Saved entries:
────────────────
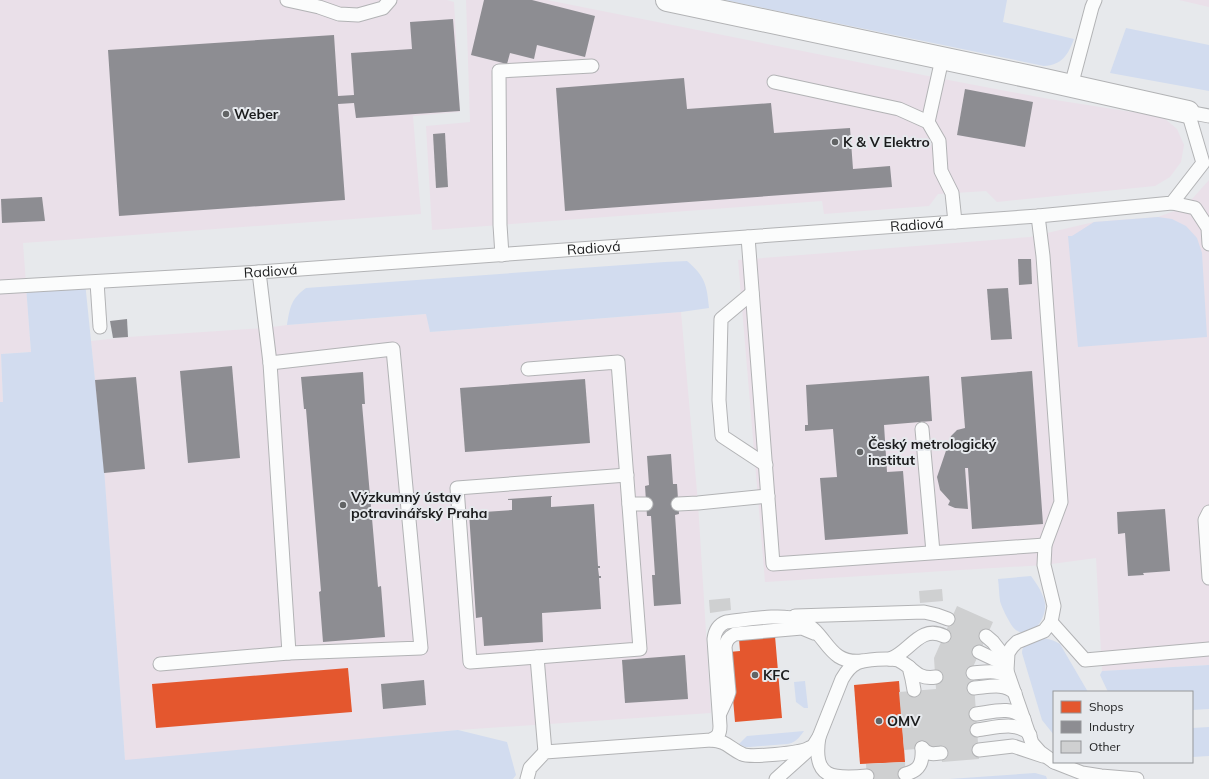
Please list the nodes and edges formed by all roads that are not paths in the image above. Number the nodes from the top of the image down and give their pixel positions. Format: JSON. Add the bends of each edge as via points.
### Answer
{"nodes":[{"id":1,"x":287,"y":0,"type":"edge"},
{"id":2,"x":390,"y":0,"type":"edge"},
{"id":3,"x":667,"y":0,"type":"edge"},
{"id":4,"x":1095,"y":0,"type":"edge"},
{"id":5,"x":942,"y":58,"type":"junction"},
{"id":6,"x":592,"y":66,"type":"dead end"},
{"id":7,"x":774,"y":82,"type":"dead end"},
{"id":8,"x":1072,"y":86,"type":"junction"},
{"id":9,"x":1188,"y":112,"type":"junction"},
{"id":10,"x":1209,"y":116,"type":"edge"},
{"id":11,"x":928,"y":122,"type":"junction"},
{"id":12,"x":1172,"y":203,"type":"junction"},
{"id":13,"x":1038,"y":216,"type":"junction"},
{"id":14,"x":955,"y":222,"type":"junction"},
{"id":15,"x":748,"y":237,"type":"junction"},
{"id":16,"x":1209,"y":244,"type":"edge"},
{"id":17,"x":502,"y":255,"type":"junction"},
{"id":18,"x":259,"y":272,"type":"junction"},
{"id":19,"x":97,"y":282,"type":"junction"},
{"id":20,"x":0,"y":287,"type":"edge"},
{"id":21,"x":752,"y":293,"type":"junction"},
{"id":22,"x":100,"y":327,"type":"dead end"},
{"id":23,"x":270,"y":363,"type":"junction"},
{"id":24,"x":528,"y":369,"type":"dead end"},
{"id":25,"x":922,"y":429,"type":"dead end"},
{"id":26,"x":766,"y":465,"type":"junction"},
{"id":27,"x":627,"y":475,"type":"junction"},
{"id":28,"x":768,"y":496,"type":"junction"},
{"id":29,"x":629,"y":504,"type":"junction"},
{"id":30,"x":646,"y":504,"type":"dead end"},
{"id":31,"x":678,"y":504,"type":"dead end"},
{"id":32,"x":1209,"y":512,"type":"edge"},
{"id":33,"x":1045,"y":545,"type":"junction"},
{"id":34,"x":933,"y":552,"type":"junction"},
{"id":35,"x":1209,"y":578,"type":"edge"},
{"id":36,"x":788,"y":617,"type":"junction"},
{"id":37,"x":1051,"y":622,"type":"junction"},
{"id":38,"x":944,"y":636,"type":"dead end"},
{"id":39,"x":986,"y":636,"type":"dead end"},
{"id":40,"x":822,"y":638,"type":"junction"},
{"id":41,"x":918,"y":638,"type":"junction"},
{"id":42,"x":1209,"y":649,"type":"edge"},
{"id":43,"x":979,"y":652,"type":"dead end"},
{"id":44,"x":289,"y":653,"type":"junction"},
{"id":45,"x":537,"y":657,"type":"junction"},
{"id":46,"x":890,"y":659,"type":"junction"},
{"id":47,"x":862,"y":661,"type":"junction"},
{"id":48,"x":160,"y":664,"type":"dead end"},
{"id":49,"x":973,"y":674,"type":"dead end"},
{"id":50,"x":1008,"y":674,"type":"junction"},
{"id":51,"x":936,"y":677,"type":"dead end"},
{"id":52,"x":974,"y":688,"type":"dead end"},
{"id":53,"x":1015,"y":693,"type":"junction"},
{"id":54,"x":976,"y":714,"type":"dead end"},
{"id":55,"x":720,"y":716,"type":"junction"},
{"id":56,"x":1024,"y":719,"type":"junction"},
{"id":57,"x":977,"y":730,"type":"dead end"},
{"id":58,"x":1030,"y":735,"type":"junction"},
{"id":59,"x":711,"y":740,"type":"junction"},
{"id":60,"x":816,"y":741,"type":"junction"},
{"id":61,"x":979,"y":750,"type":"dead end"},
{"id":62,"x":545,"y":752,"type":"junction"},
{"id":63,"x":941,"y":753,"type":"dead end"},
{"id":64,"x":1052,"y":761,"type":"edge"},
{"id":65,"x":1057,"y":763,"type":"edge"},
{"id":66,"x":906,"y":774,"type":"dead end"},
{"id":67,"x":867,"y":776,"type":"dead end"},
{"id":68,"x":527,"y":779,"type":"edge"},
{"id":69,"x":776,"y":779,"type":"edge"},
{"id":70,"x":1137,"y":779,"type":"edge"}],
"edges":[{"from":1,"to":2,"type":"lane","via":[[339,14],[358,15],[383,8]]},
{"from":3,"to":5,"type":"street"},
{"from":4,"to":8,"type":"lane"},
{"from":5,"to":8,"type":"street"},
{"from":5,"to":11,"type":"lane"},
{"from":6,"to":17,"type":"lane","via":[[498,71]]},
{"from":7,"to":11,"type":"lane","via":[[899,109]]},
{"from":8,"to":9,"type":"street"},
{"from":9,"to":10,"type":"lane"},
{"from":9,"to":12,"type":"lane","via":[[1202,163]]},
{"from":11,"to":14,"type":"lane","via":[[939,141],[941,171],[952,193]]},
{"from":12,"to":13,"type":"lane","name":"Radiová"},
{"from":12,"to":16,"type":"lane","name":"Radiová","via":[[1195,208],[1208,228]]},
{"from":13,"to":14,"type":"lane","name":"Radiová"},
{"from":13,"to":33,"type":"lane","via":[[1061,502]]},
{"from":14,"to":15,"type":"lane","name":"Radiová"},
{"from":15,"to":17,"type":"lane","name":"Radiová"},
{"from":15,"to":21,"type":"lane"},
{"from":17,"to":18,"type":"lane","name":"Radiová"},
{"from":18,"to":19,"type":"lane","name":"Radiová"},
{"from":18,"to":23,"type":"lane"},
{"from":19,"to":20,"type":"lane","name":"Radiová"},
{"from":19,"to":22,"type":"lane"},
{"from":21,"to":26,"type":"lane"},
{"from":21,"to":26,"type":"lane","via":[[721,319],[719,400],[722,436]]},
{"from":23,"to":44,"type":"lane"},
{"from":23,"to":44,"type":"lane","via":[[394,349],[421,648]]},
{"from":24,"to":27,"type":"lane","via":[[618,362]]},
{"from":25,"to":34,"type":"lane"},
{"from":26,"to":28,"type":"lane"},
{"from":27,"to":29,"type":"lane"},
{"from":27,"to":45,"type":"lane","via":[[457,488],[470,662]]},
{"from":28,"to":31,"type":"lane"},
{"from":28,"to":34,"type":"lane","via":[[773,564]]},
{"from":29,"to":30,"type":"lane"},
{"from":29,"to":45,"type":"lane","via":[[640,649]]},
{"from":32,"to":35,"type":"lane","via":[[1205,520]]},
{"from":33,"to":34,"type":"lane"},
{"from":33,"to":37,"type":"lane","via":[[1044,565],[1054,606]]},
{"from":36,"to":40,"type":"lane","via":[[811,626]]},
{"from":36,"to":41,"type":"lane","via":[[924,612],[937,615],[949,620],[938,620]]},
{"from":36,"to":55,"type":"lane","via":[[726,622],[717,628],[714,639]]},
{"from":37,"to":42,"type":"lane","via":[[1085,660]]},
{"from":37,"to":50,"type":"lane","via":[[1044,631],[1031,635],[1012,647],[1008,653]]},
{"from":38,"to":41,"type":"lane","via":[[930,633]]},
{"from":39,"to":50,"type":"lane","via":[[996,646]]},
{"from":40,"to":47,"type":"lane","via":[[840,658],[851,662]]},
{"from":40,"to":55,"type":"lane","via":[[802,628],[731,636],[725,647],[728,692]]},
{"from":41,"to":46,"type":"lane","via":[[902,653]]},
{"from":43,"to":50,"type":"lane","via":[[998,661]]},
{"from":44,"to":48,"type":"lane"},
{"from":45,"to":62,"type":"lane"},
{"from":46,"to":47,"type":"lane"},
{"from":46,"to":51,"type":"lane","via":[[897,660],[914,681],[922,677]]},
{"from":47,"to":60,"type":"lane","via":[[851,668],[842,679]]},
{"from":49,"to":50,"type":"lane"},
{"from":50,"to":53,"type":"lane"},
{"from":52,"to":53,"type":"lane","via":[[1003,686]]},
{"from":53,"to":56,"type":"lane"},
{"from":54,"to":56,"type":"lane","via":[[1010,710]]},
{"from":55,"to":59,"type":"lane","via":[[719,734]]},
{"from":56,"to":58,"type":"lane"},
{"from":57,"to":58,"type":"lane","via":[[1013,726],[1023,729]]},
{"from":58,"to":64,"type":"lane","via":[[1036,747]]},
{"from":59,"to":60,"type":"lane","via":[[725,743],[749,756],[806,750]]},
{"from":59,"to":62,"type":"lane"},
{"from":60,"to":67,"type":"lane","via":[[817,759],[824,771],[840,778]]},
{"from":60,"to":69,"type":"lane"},
{"from":61,"to":64,"type":"lane","via":[[1013,746]]},
{"from":62,"to":68,"type":"lane","via":[[530,768]]},
{"from":63,"to":66,"type":"lane","via":[[932,754],[922,748],[920,766]]},
{"from":65,"to":70,"type":"lane","via":[[1082,773]]}]}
────────────────
Line count for the word "nodes": give the number of lines in the entries above that contain it, and nothing more.

Response: 2